SL & CT : Quelles étaient ses références ? (films, images, musiques....) et en aviez-vous des communes qui vous ont permis de vous aligner sur la même vibration ?
MA : Nous n’avions pas de référence filmique spécifique. Nous parlions de plein de films mais ce dont je me souviens le plus ce sont nos discussions sur le traitement de la jalousie chez Proust.
Collaboration au scénario
SL & CT : Comment avez-vous travaillé ensemble ? Quelle était votre méthode de travail, l’écriture des dialogues... ?MA : J’ai le souvenir très fort de nous deux quand on se voyait au café pour discuter des scènes du film et Nicolas qui se mettait à parler la langue des personnages.

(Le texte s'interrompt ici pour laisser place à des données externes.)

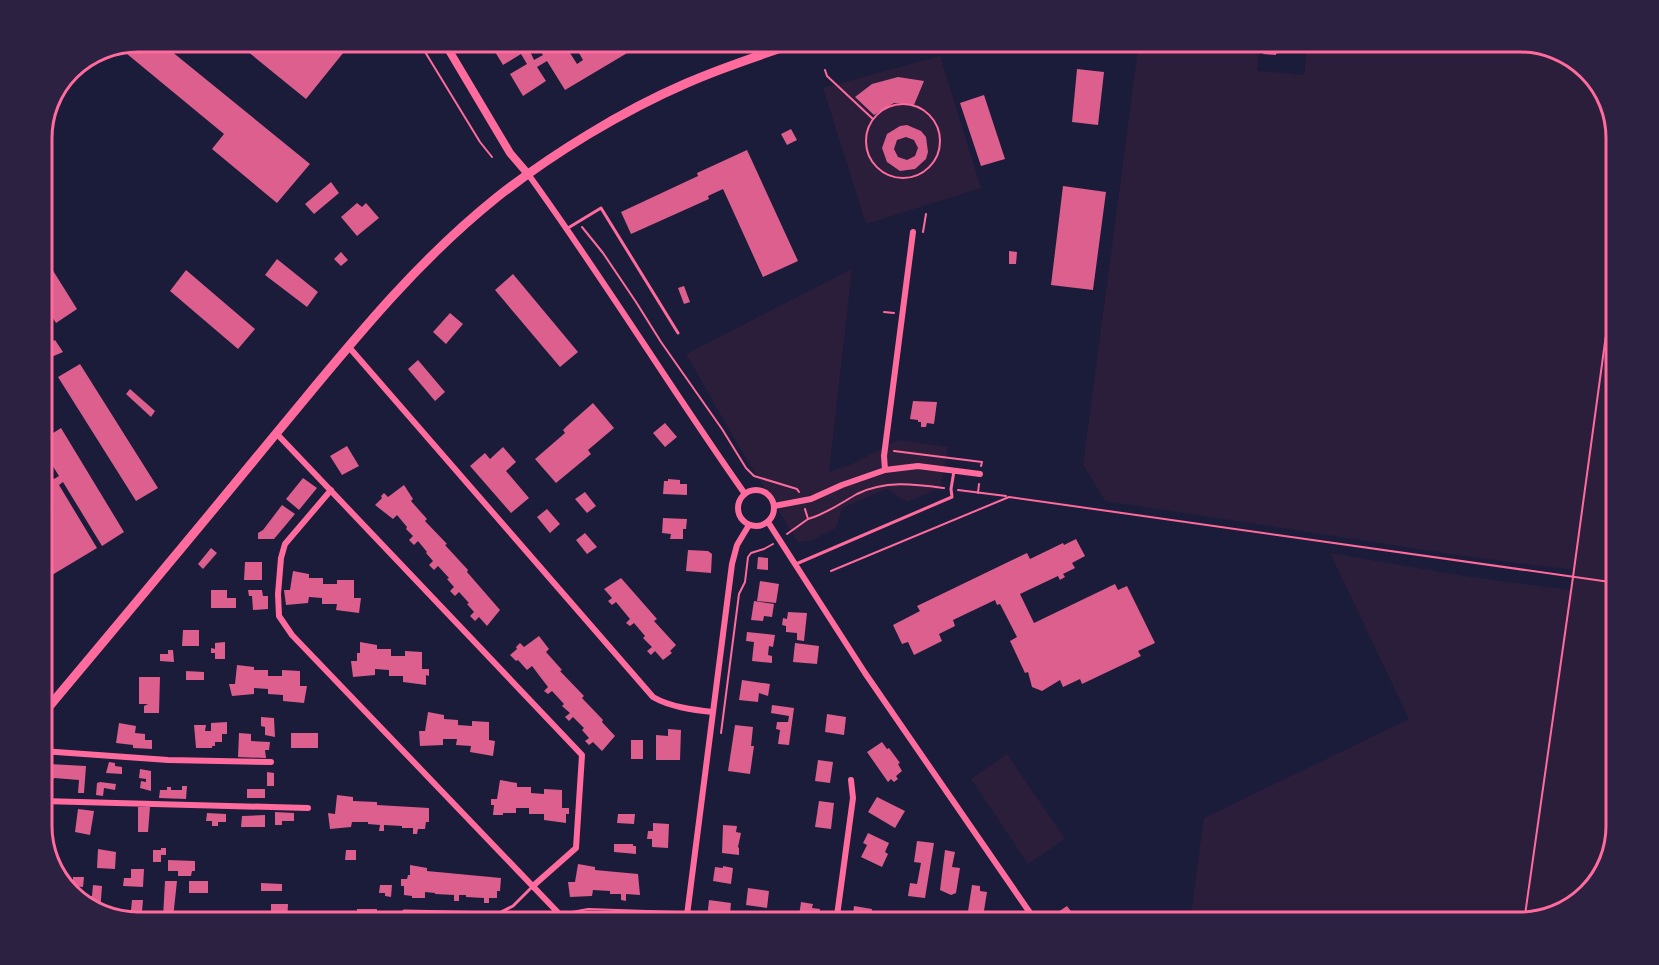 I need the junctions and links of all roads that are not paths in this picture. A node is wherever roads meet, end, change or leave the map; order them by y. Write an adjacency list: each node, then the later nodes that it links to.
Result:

On discutait beaucoup, puis je reprenais seule le texte. C'est-à-dire que je faisais des propositions que je lui envoyais et il me faisait un retour. Il y avait des choses dans le scénario que nous allions garder, d’autres abandonner, pour trouver un équilibre.
Des fois, Nicolas m’envoyait des monologues ou des scènes entières par sms ou whatsapp. Cela m'arrivait de prendre cette matière telle quelle pour l'intégrer au scénario.
Au café, je ne pouvais pas prendre de notes car cela allait vite mais je me disais “Retiens, retiens, retiens…” pour restituer cette langue-là.
Je crois que la peur que j'ai eue, quand j’ai lu le scénario pour la première fois, qui était déjà écrit avec cette langue si spécifique, c’était de ne pas réussir à la restituer. Mais au final, dans ces moments de travail au café, je devenais comme un buvard. A force de l’écouter parler, de m’en imprégner, les dialogues étaient là.
J’ai l’impression que j’ai réussi à me mettre dans ses pas parce que je l’avais beaucoup écouté. Je me souviens par exemple d’un moment avec la grand-mère de Jérémie (jouée par Florence Giorgetti), c’est comme si elle était assise à côté de nous. En même temps, c’est un comédien aussi, Nicolas.
Au final, c’est la mémoire de ces moments qui fait qu’ensuite, seule, devant mon écran, il y a quelque chose qui ressortait. Récemment on m’a rapporté une phrase de James Joyce, je ne la restitue pas telle quelle, c’est l’idée que je trouve lumineuse, et elle me fait penser à tout cela : “L’imagination, c’est juste la mémoire des choses”.
Ce n’est pas que des gens ont plus d’imagination que d’autres, c’est juste la possibilité de se reconnecter à toutes ces choses qui sont déposées en nous et qui constituent notre mémoire.
C’était ça nos moments de travail. Je m’imprégnais de sa langue.
SL & CT : Quels étaient les obstacles dans l’écriture du scénario ? Les enjeux auxquels vous avez été confrontés ?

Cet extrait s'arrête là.